Your goal
Give the entries back exactly, dropping each image.

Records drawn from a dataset
== Segment start ==

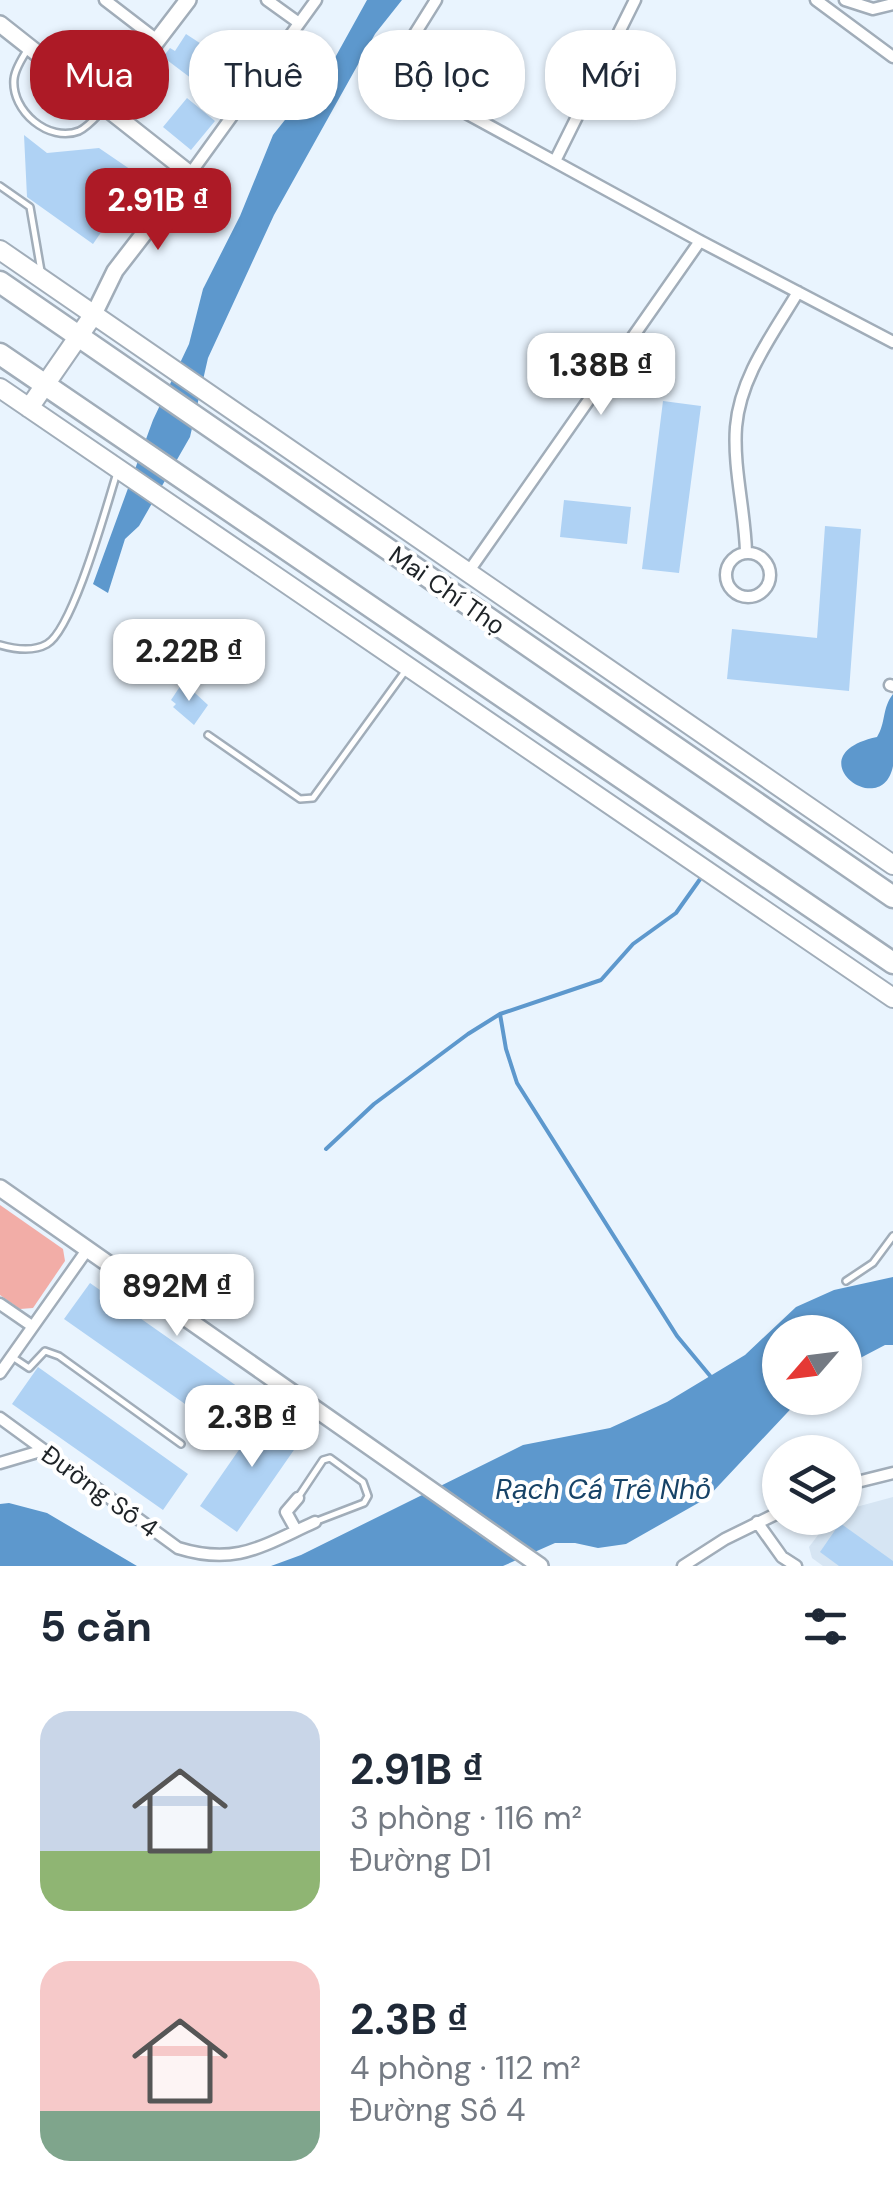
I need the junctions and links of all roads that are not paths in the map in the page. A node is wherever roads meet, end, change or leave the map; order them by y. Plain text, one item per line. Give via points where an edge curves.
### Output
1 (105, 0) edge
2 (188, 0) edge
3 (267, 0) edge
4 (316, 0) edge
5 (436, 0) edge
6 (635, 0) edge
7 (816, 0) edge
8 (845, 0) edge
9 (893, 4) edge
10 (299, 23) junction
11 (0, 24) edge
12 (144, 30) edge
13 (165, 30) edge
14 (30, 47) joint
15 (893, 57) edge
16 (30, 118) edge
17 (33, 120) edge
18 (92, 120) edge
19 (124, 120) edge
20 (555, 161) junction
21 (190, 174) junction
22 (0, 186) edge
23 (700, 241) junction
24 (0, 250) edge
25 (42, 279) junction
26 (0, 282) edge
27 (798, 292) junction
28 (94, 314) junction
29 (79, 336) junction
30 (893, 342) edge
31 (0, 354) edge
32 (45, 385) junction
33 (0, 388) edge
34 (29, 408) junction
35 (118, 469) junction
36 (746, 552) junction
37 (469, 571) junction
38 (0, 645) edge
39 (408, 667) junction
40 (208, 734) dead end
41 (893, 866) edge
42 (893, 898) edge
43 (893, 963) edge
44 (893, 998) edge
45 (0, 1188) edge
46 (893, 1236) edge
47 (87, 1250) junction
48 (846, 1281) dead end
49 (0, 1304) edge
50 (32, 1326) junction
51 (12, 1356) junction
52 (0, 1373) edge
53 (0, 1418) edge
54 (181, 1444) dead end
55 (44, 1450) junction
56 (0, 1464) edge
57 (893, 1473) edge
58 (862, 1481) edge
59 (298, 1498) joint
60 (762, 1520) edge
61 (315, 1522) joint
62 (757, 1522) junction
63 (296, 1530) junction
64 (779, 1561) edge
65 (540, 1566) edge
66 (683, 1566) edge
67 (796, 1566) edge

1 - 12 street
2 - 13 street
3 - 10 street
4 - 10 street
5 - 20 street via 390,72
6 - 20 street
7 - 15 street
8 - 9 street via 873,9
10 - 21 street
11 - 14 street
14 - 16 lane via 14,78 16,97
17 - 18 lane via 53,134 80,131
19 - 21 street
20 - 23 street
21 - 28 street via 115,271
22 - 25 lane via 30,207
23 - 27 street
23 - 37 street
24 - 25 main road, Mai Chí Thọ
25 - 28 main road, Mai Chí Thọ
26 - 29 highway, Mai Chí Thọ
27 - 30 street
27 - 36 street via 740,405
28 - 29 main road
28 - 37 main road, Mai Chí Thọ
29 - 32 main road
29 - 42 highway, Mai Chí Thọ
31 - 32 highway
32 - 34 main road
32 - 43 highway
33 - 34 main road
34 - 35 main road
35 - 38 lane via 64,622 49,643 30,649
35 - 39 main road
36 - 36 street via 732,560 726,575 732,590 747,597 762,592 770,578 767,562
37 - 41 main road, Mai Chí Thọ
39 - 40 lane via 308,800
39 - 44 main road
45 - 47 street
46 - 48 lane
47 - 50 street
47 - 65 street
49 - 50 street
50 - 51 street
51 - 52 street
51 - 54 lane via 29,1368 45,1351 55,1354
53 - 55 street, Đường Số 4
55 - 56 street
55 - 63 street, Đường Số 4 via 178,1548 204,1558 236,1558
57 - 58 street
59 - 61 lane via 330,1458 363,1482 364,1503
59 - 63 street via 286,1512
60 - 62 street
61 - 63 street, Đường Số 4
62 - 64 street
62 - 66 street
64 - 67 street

== Segment end ==

Result of this task
I need the junctions and links of all roads that are not paths in the map in the page. A node is wherever roads meet, end, change or leave the map; order them by y. Plain text, one item per line. Give via points where an edge curves.
### Output
1 (105, 0) edge
2 (188, 0) edge
3 (267, 0) edge
4 (316, 0) edge
5 (436, 0) edge
6 (635, 0) edge
7 (816, 0) edge
8 (845, 0) edge
9 (893, 4) edge
10 (299, 23) junction
11 (0, 24) edge
12 (144, 30) edge
13 (165, 30) edge
14 (30, 47) joint
15 (893, 57) edge
16 (30, 118) edge
17 (33, 120) edge
18 (92, 120) edge
19 (124, 120) edge
20 (555, 161) junction
21 (190, 174) junction
22 (0, 186) edge
23 (700, 241) junction
24 (0, 250) edge
25 (42, 279) junction
26 (0, 282) edge
27 (798, 292) junction
28 (94, 314) junction
29 (79, 336) junction
30 (893, 342) edge
31 (0, 354) edge
32 (45, 385) junction
33 (0, 388) edge
34 (29, 408) junction
35 (118, 469) junction
36 (746, 552) junction
37 (469, 571) junction
38 (0, 645) edge
39 (408, 667) junction
40 (208, 734) dead end
41 (893, 866) edge
42 (893, 898) edge
43 (893, 963) edge
44 (893, 998) edge
45 (0, 1188) edge
46 (893, 1236) edge
47 (87, 1250) junction
48 (846, 1281) dead end
49 (0, 1304) edge
50 (32, 1326) junction
51 (12, 1356) junction
52 (0, 1373) edge
53 (0, 1418) edge
54 (181, 1444) dead end
55 (44, 1450) junction
56 (0, 1464) edge
57 (893, 1473) edge
58 (862, 1481) edge
59 (298, 1498) joint
60 (762, 1520) edge
61 (315, 1522) joint
62 (757, 1522) junction
63 (296, 1530) junction
64 (779, 1561) edge
65 (540, 1566) edge
66 (683, 1566) edge
67 (796, 1566) edge

1 - 12 street
2 - 13 street
3 - 10 street
4 - 10 street
5 - 20 street via 390,72
6 - 20 street
7 - 15 street
8 - 9 street via 873,9
10 - 21 street
11 - 14 street
14 - 16 lane via 14,78 16,97
17 - 18 lane via 53,134 80,131
19 - 21 street
20 - 23 street
21 - 28 street via 115,271
22 - 25 lane via 30,207
23 - 27 street
23 - 37 street
24 - 25 main road, Mai Chí Thọ
25 - 28 main road, Mai Chí Thọ
26 - 29 highway, Mai Chí Thọ
27 - 30 street
27 - 36 street via 740,405
28 - 29 main road
28 - 37 main road, Mai Chí Thọ
29 - 32 main road
29 - 42 highway, Mai Chí Thọ
31 - 32 highway
32 - 34 main road
32 - 43 highway
33 - 34 main road
34 - 35 main road
35 - 38 lane via 64,622 49,643 30,649
35 - 39 main road
36 - 36 street via 732,560 726,575 732,590 747,597 762,592 770,578 767,562
37 - 41 main road, Mai Chí Thọ
39 - 40 lane via 308,800
39 - 44 main road
45 - 47 street
46 - 48 lane
47 - 50 street
47 - 65 street
49 - 50 street
50 - 51 street
51 - 52 street
51 - 54 lane via 29,1368 45,1351 55,1354
53 - 55 street, Đường Số 4
55 - 56 street
55 - 63 street, Đường Số 4 via 178,1548 204,1558 236,1558
57 - 58 street
59 - 61 lane via 330,1458 363,1482 364,1503
59 - 63 street via 286,1512
60 - 62 street
61 - 63 street, Đường Số 4
62 - 64 street
62 - 66 street
64 - 67 street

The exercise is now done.